Good morning. CFOs are increasingly responsible for aligning AI investments with business goals, measuring ROI, and ensuring ethical adoption. But is responsible AI an overlooked value creator?
Scott Zoldi, chief analytics officer at FICO and author of more than 35 patents in responsible AI methods, found that many customers he’s spoken to lacked a clear standard of responsible AI—aligning AI ethically with an organizational purpose—prompting an in-depth look at how tech leaders are managing it.
According to
a new FICO report released this morning, responsible AI standards are considered essential innovation enablers by senior technology and AI leaders at financial services firms. More than half (56%) named responsible AI a leading contributor to ROI, compared to 40% who credited generative AI for bottom-line improvements.
The report, based on a global survey of 254 financial services technology leaders, explores the dynamic between chief AI/analytics officers—who focus on AI strategy, governance, and ethics—and CTOs/CIOs, who manage core technology operations and alignment with company objectives.
Zoldi explained that, while generative AI is valuable, tech leaders see the most critical problems and ROI gains arising from responsible AI and true synchronization of AI investments with business strategy—a gap that still exists in most firms. Only 5% of respondents reported strong alignment between AI initiatives and business goals, leaving 95% lagging in this area, according to the findings.
In addition, 72% of chief AI officers and chief analytics officers cite insufficient collaboration between business and IT as a major barrier to company alignment. Departments often work from different metrics, assumptions, and roadmaps.

This difficulty is compounded by a widespread lack of AI literacy. More than 65% said weak AI literacy inhibits scaling. Meanwhile, CIOs and CTOs report that only 12% of organizations have fully integrated AI operational standards.
In the FICO report, State Street’s Barbara Widholm notes, “Tech-led solutions lack strategic nuance, while AI-led initiatives can miss infrastructure constraints. Cross-functional alignment is critical.”

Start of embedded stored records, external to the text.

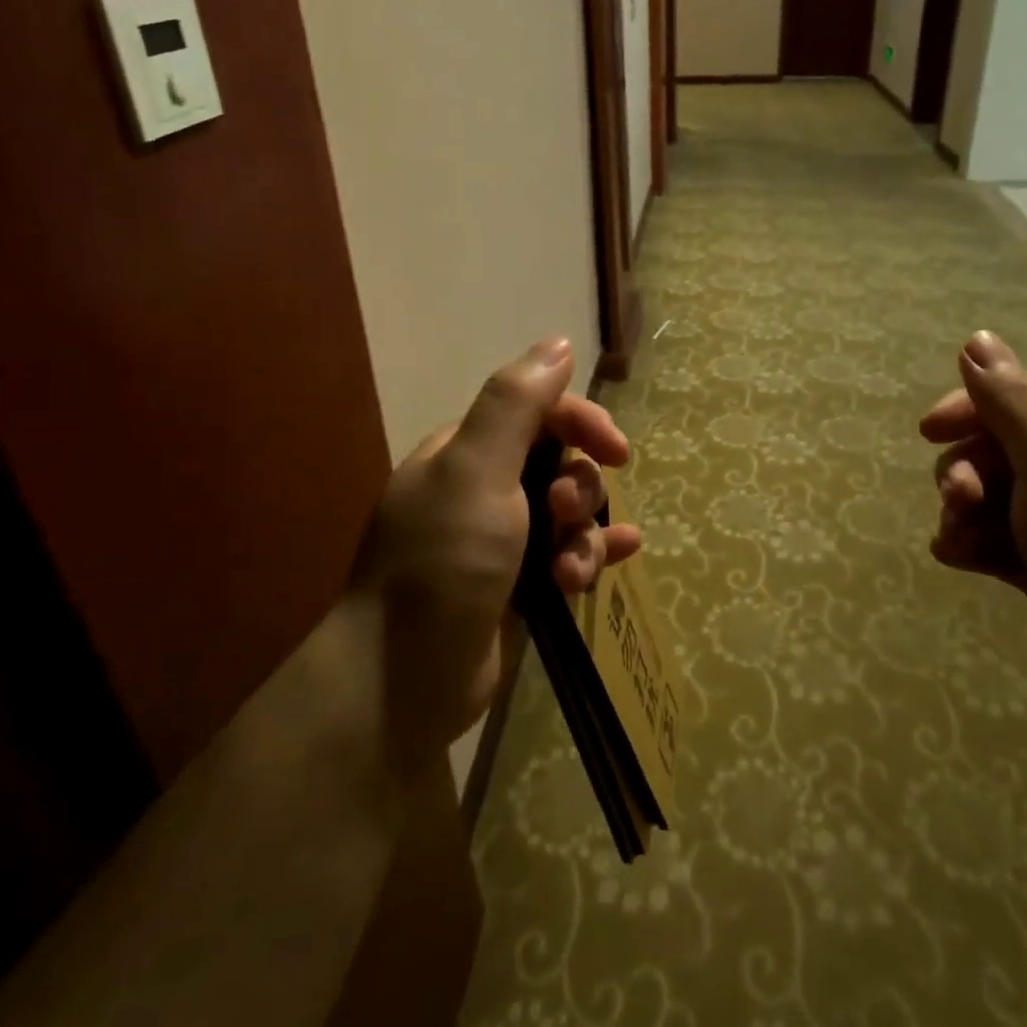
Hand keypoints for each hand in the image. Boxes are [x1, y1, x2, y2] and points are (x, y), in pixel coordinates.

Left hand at [351, 336, 640, 775]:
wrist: (403, 682)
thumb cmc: (441, 562)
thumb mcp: (475, 471)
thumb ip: (515, 404)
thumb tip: (558, 344)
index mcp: (465, 453)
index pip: (537, 412)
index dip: (581, 422)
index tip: (615, 450)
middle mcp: (483, 489)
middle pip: (559, 463)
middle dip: (579, 487)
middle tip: (564, 516)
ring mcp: (501, 541)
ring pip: (569, 514)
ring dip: (585, 535)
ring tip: (571, 573)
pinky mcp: (519, 587)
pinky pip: (570, 554)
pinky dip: (595, 554)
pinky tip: (623, 559)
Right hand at [921, 331, 1026, 725]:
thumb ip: (1012, 399)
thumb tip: (977, 337)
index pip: (1016, 399)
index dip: (968, 409)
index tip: (928, 432)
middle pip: (994, 449)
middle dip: (964, 470)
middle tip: (959, 499)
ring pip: (987, 497)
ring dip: (961, 512)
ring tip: (960, 539)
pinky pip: (993, 540)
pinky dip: (971, 545)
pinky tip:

Chief AI officers are challenged to keep up with the rapid evolution of AI. Mastercard’s chief AI and data officer, Greg Ulrich, recently
told Fortune that last year was “early innings,” focused on education and experimentation, but that the role is shifting from architect to operator: “We’ve moved from exploration to execution.”
Across the board, FICO found that about 75% of tech leaders surveyed believe stronger collaboration between business and IT leaders, together with a shared AI platform, could drive ROI gains of 50% or more. Zoldi highlighted the problem of fragmentation: “A bank in Australia I visited had 23 different AI platforms.”
When asked about innovation enablers, 83% of respondents rated cross-departmental collaboration as “very important” or “critical”—signaling that alignment is now foundational.
The report also stresses the importance of human-AI interaction: “Mature organizations will find the right marriage between the AI and the human,” Zoldi said. And that involves human understanding for where to ”best place AI in that loop,” he said.